By January 2014, after two years of new investment and intense activity, production had reached 32,000 boe/day. By July it had passed 40,000 boe/day, according the materials Lalicker presented to state legislators.

“Our business strategy is straightforward. We buy old producing assets, we figure out how to operate them most efficiently and we find ways to increase production. We don’t just cut costs. We find ways to produce more,” Lalicker said.

Hilcorp is now applying a similar strategy on the North Slope. In November it took ownership of the Northstar, Endicott and Milne Point producing fields after purchasing them from BP last November. Liberty, a non-producing offshore discovery, was included in the purchase.

Hilcorp now owns 100 percent of Northstar and Endicott and 50 percent of Milne Point, but Hilcorp is operator in all three fields.

The company’s immediate focus is on Milne Point, Lalicker said, because there are a larger number of wells there than at the Northstar and Endicott fields.

Hilcorp’s strategy of doing aggressive workovers on older wells should have immediate benefits in production at Milne Point, he said.

Hilcorp has already put one workover rig to work at Milne Point and is now constructing a new workover rig for the field that will be shipped to the North Slope in late summer, he said.

The company is taking a cautious approach, however, in developing Liberty, a nonproducing offshore deposit also purchased from BP in November. Hilcorp owns 50 percent of Liberty with BP owning the other half, with Hilcorp as operator.

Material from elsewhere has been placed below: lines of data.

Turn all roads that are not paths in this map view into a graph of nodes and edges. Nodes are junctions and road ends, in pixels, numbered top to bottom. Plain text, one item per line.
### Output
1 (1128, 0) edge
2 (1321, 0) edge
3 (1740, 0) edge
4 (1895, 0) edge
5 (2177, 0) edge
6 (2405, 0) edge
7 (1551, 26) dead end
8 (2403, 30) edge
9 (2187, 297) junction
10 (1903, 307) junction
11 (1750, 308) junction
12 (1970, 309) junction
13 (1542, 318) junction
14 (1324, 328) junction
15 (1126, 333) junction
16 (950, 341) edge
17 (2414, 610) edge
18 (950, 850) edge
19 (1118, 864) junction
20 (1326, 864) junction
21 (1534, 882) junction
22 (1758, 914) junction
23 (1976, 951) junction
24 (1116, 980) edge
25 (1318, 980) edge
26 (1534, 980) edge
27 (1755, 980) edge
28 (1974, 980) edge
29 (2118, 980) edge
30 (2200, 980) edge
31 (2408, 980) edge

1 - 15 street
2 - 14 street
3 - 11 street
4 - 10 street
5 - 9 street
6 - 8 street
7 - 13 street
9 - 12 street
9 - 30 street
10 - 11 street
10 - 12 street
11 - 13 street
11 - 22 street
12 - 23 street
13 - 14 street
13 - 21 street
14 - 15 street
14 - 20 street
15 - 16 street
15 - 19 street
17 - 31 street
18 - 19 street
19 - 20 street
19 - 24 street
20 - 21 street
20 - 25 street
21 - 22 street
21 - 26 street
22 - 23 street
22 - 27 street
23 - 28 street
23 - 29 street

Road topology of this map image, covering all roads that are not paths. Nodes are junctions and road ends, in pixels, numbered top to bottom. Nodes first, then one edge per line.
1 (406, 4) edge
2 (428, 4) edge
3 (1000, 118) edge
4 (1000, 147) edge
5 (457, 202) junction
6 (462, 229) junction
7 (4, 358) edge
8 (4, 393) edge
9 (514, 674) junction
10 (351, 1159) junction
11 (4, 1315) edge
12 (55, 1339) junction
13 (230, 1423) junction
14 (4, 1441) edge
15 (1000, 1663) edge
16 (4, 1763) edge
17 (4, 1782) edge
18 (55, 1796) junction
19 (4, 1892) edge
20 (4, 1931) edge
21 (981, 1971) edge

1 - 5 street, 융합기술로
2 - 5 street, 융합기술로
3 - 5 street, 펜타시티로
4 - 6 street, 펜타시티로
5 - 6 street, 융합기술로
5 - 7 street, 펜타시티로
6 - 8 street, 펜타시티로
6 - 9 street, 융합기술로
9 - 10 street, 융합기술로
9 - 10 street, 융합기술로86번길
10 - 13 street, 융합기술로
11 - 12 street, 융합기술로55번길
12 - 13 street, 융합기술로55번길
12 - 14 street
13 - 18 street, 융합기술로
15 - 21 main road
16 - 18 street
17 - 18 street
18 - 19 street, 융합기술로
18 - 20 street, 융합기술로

Hilcorp presented a possible development plan to the U.S. Bureau of Ocean Energy Management but the company is still studying the project, Lalicker said.

“We haven’t sanctioned development. It’s still up in the air,” he said. “We need to do a lot more on the development plan before we start pouring money into Liberty.”

Liberty is about five miles offshore in federally-owned submerged lands beyond the state’s territorial limit, with the U.S. BOEM as the managing agency.